Artículo completo
sobre Navacepedilla de Corneja
En la cabecera del río Corneja; entorno espectacular de montaña y bosques
Ocultar artículo Leer artículo completo
Navacepedilla de Corneja pertenece a esa red de pequeños pueblos que articulan la comarca de El Barco‑Piedrahíta, en la vertiente meridional de la sierra de Gredos. El paisaje aquí lo explica casi todo: granito en las construcciones, prados cercados con muros de piedra seca y manchas de robledal que ascienden hacia la sierra. Con algo menos de un centenar de habitantes y a más de 1.200 metros de altitud, el pueblo mantiene una vida vinculada al ganado y al aprovechamiento del terreno, una lógica que se lee en su caserío.
El topónimo remite al río Corneja, eje natural del valle, y a los espacios de pasto que han sostenido la economía local. Las casas responden a esa realidad: piedra granítica, muros gruesos y portones amplios que daban acceso a cuadras o pajares. Son construcciones pensadas para inviernos largos, donde la vivienda y el trabajo compartían espacio.
La iglesia y el casco urbano
La iglesia parroquial ocupa el punto más visible. El edificio parece resultado de distintas fases, probablemente con un origen antiguo y reformas posteriores. La fábrica de piedra y la torre marcan la silueta del pueblo cuando se llega por carretera. Dentro se conservan retablos sencillos, de tradición popular, más modestos que los de villas cercanas pero coherentes con la escala del lugar.

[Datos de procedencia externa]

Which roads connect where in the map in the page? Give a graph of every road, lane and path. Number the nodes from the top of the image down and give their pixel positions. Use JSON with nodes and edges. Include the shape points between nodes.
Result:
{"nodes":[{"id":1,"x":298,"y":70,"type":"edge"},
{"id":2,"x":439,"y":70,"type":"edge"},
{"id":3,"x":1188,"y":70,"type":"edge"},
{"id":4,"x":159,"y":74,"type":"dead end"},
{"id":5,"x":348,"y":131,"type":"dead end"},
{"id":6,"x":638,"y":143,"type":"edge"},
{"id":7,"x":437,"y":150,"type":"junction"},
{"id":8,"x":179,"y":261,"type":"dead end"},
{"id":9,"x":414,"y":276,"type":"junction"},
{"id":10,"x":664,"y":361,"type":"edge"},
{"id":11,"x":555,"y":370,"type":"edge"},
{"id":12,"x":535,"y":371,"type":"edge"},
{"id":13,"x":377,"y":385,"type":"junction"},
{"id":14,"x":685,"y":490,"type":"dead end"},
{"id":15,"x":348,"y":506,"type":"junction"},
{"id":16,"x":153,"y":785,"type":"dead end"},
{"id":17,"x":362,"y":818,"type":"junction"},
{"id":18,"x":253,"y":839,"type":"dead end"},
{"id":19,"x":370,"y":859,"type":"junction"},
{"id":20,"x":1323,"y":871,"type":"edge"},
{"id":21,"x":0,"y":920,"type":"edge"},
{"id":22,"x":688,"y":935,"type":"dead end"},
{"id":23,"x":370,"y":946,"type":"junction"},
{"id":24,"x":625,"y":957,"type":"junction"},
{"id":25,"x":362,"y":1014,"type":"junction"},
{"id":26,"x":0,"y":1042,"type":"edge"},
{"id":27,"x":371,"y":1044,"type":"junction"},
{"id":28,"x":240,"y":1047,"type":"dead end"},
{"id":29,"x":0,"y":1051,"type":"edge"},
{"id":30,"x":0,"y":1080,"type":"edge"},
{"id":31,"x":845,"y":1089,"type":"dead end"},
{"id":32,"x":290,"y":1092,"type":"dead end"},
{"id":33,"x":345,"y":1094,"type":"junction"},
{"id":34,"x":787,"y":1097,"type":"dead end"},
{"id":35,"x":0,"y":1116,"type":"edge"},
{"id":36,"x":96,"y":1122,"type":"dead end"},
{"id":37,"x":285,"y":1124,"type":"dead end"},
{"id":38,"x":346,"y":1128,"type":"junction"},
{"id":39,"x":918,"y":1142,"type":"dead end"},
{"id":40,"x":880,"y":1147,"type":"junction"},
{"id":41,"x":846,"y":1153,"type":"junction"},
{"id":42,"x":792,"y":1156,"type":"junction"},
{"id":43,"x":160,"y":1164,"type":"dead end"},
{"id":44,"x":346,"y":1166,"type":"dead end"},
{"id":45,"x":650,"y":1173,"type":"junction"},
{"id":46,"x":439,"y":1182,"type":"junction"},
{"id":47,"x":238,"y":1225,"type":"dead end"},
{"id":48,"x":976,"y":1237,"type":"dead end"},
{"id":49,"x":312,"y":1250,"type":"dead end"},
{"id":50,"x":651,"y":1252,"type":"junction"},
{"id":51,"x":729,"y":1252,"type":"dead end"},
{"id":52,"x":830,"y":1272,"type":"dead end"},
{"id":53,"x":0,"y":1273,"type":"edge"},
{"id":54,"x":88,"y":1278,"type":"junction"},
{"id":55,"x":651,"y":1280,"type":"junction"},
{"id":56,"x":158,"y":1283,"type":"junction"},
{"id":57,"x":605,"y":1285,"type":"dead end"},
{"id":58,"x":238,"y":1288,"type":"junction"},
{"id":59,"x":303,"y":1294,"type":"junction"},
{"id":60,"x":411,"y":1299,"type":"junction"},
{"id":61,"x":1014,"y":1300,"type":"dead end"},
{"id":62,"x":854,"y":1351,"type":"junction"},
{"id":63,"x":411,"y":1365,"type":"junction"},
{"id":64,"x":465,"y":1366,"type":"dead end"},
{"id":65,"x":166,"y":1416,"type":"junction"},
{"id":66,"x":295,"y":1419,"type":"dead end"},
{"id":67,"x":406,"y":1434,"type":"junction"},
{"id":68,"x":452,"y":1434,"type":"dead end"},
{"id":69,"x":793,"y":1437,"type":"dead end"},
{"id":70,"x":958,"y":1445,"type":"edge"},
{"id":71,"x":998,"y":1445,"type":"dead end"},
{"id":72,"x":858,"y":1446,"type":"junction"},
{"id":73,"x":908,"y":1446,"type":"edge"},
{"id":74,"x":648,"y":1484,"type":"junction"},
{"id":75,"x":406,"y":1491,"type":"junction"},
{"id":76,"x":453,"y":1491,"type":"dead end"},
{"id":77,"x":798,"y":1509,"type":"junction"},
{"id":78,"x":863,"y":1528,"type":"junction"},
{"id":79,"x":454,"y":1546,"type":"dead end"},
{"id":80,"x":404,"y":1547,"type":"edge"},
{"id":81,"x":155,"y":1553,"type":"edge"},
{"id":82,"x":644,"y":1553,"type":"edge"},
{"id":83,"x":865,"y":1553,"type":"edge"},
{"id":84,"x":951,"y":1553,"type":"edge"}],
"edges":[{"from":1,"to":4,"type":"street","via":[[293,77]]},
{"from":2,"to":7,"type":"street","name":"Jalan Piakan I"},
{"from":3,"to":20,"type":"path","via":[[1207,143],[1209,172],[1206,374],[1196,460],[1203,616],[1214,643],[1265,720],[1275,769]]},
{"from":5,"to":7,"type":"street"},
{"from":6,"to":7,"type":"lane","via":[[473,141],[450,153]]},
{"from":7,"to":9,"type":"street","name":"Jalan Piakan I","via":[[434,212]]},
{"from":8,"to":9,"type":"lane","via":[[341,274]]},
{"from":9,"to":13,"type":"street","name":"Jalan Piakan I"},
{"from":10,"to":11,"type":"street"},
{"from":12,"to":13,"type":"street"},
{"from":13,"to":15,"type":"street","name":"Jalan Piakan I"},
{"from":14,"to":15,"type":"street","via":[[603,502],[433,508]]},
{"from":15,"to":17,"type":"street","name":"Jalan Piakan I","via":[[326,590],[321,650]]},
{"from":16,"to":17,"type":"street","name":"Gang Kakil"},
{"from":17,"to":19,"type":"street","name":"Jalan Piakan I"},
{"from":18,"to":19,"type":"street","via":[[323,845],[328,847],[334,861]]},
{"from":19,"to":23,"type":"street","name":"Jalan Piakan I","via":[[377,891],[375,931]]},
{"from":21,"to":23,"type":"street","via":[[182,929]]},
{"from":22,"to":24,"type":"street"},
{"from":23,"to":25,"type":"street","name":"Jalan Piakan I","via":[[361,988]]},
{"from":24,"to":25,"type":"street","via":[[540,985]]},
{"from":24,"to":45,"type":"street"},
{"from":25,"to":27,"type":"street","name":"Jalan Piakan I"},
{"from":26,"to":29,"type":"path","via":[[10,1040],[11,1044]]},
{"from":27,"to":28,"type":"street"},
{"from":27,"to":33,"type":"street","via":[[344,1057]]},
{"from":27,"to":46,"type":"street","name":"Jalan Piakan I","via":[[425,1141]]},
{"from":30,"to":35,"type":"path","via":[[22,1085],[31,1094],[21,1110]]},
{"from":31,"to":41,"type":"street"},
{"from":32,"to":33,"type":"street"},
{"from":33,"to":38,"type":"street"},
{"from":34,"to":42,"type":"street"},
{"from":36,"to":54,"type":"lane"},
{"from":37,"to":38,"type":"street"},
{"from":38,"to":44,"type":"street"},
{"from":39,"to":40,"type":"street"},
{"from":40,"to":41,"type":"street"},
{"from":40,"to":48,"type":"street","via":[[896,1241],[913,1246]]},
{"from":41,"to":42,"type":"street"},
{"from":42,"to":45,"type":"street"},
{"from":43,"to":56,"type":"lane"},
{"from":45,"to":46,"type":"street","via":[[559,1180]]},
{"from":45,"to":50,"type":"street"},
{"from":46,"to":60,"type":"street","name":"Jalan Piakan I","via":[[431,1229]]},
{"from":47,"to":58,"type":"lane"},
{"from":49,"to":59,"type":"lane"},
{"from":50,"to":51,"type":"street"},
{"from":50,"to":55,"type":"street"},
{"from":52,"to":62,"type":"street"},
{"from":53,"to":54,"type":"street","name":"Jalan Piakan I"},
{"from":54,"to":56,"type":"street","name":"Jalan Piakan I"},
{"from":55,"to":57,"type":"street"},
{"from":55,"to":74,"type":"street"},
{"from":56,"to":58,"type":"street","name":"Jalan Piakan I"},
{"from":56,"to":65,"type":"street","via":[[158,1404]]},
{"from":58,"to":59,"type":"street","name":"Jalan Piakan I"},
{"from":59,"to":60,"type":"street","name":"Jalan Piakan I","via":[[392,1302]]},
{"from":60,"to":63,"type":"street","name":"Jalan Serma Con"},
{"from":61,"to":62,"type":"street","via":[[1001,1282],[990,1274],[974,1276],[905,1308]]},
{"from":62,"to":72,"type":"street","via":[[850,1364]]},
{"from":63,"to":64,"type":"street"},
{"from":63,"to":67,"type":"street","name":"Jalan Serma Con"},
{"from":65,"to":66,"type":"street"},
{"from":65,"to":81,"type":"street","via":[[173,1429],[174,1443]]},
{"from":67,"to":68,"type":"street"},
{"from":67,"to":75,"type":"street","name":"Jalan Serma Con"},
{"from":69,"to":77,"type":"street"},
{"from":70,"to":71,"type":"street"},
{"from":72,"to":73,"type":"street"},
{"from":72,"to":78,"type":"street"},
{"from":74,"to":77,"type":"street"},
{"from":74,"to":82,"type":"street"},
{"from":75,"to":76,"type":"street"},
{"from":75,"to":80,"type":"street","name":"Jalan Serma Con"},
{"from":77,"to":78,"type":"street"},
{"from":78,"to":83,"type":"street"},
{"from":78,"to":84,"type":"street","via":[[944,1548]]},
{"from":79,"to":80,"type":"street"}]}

El trazado es compacto y funcional. Muchas casas mantienen los portones originales y patios interiores donde antes se guardaba el ganado. En algunos rincones se conservan potros de herrar: estructuras de madera o hierro que se utilizaban para sujetar a los animales. Son elementos discretos, pero ayudan a entender hasta qué punto la ganadería organizaba la vida cotidiana.
El paisaje inmediato
Los alrededores combinan prados abiertos con robledales que se densifican a medida que el terreno asciende hacia Gredos. En otoño el cambio de color del roble marca el valle. Los arroyos que bajan de la sierra forman pequeñas vaguadas húmedas con vegetación de ribera.
No es una zona preparada como espacio turístico al uso. Hay caminos tradicionales, pistas ganaderas y sendas que conectaban prados y fincas, pero la señalización es irregular. Precisamente por eso el entorno conserva una sensación de campo trabajado, más que de parque natural acondicionado.
La fauna es la habitual de estos montes: rapaces, corzos en las zonas de monte y jabalíes en áreas más cerradas. Verlos no es cuestión de ir a un punto concreto, sino de caminar con calma y a horas tranquilas.
Caminar por los alrededores
Desde el pueblo salen varios caminos que utilizan los vecinos para acceder a prados y fincas. Algunos descienden hacia el valle del Corneja y otros se internan en el robledal. No todos están señalizados; conviene orientarse con mapa o track si no se conoce la zona.
La altitud se nota incluso en verano: al caer la tarde la temperatura baja con rapidez. Calzado de campo y algo de abrigo suelen venir bien.
El ritmo local
Como en muchos pueblos de esta parte de Ávila, el calendario se anima especialmente en agosto, cuando regresan quienes mantienen aquí la casa familiar. Durante esos días el pueblo recupera movimiento: procesiones, comidas compartidas y actividades organizadas por los vecinos.
Otra referencia del calendario rural ha sido tradicionalmente la matanza del cerdo en los meses fríos. Aunque hoy se practica menos, sigue siendo una clave para entender la economía doméstica de estas sierras, donde cada casa producía buena parte de lo que consumía.
Cómo es Navacepedilla
Navacepedilla de Corneja se encuentra en el suroeste de la provincia de Ávila. El pueblo es pequeño y se recorre andando en poco tiempo. El interés está más en el paisaje inmediato y en observar cómo se organizan los prados, los muros de piedra y las construcciones tradicionales que en buscar monumentos concretos.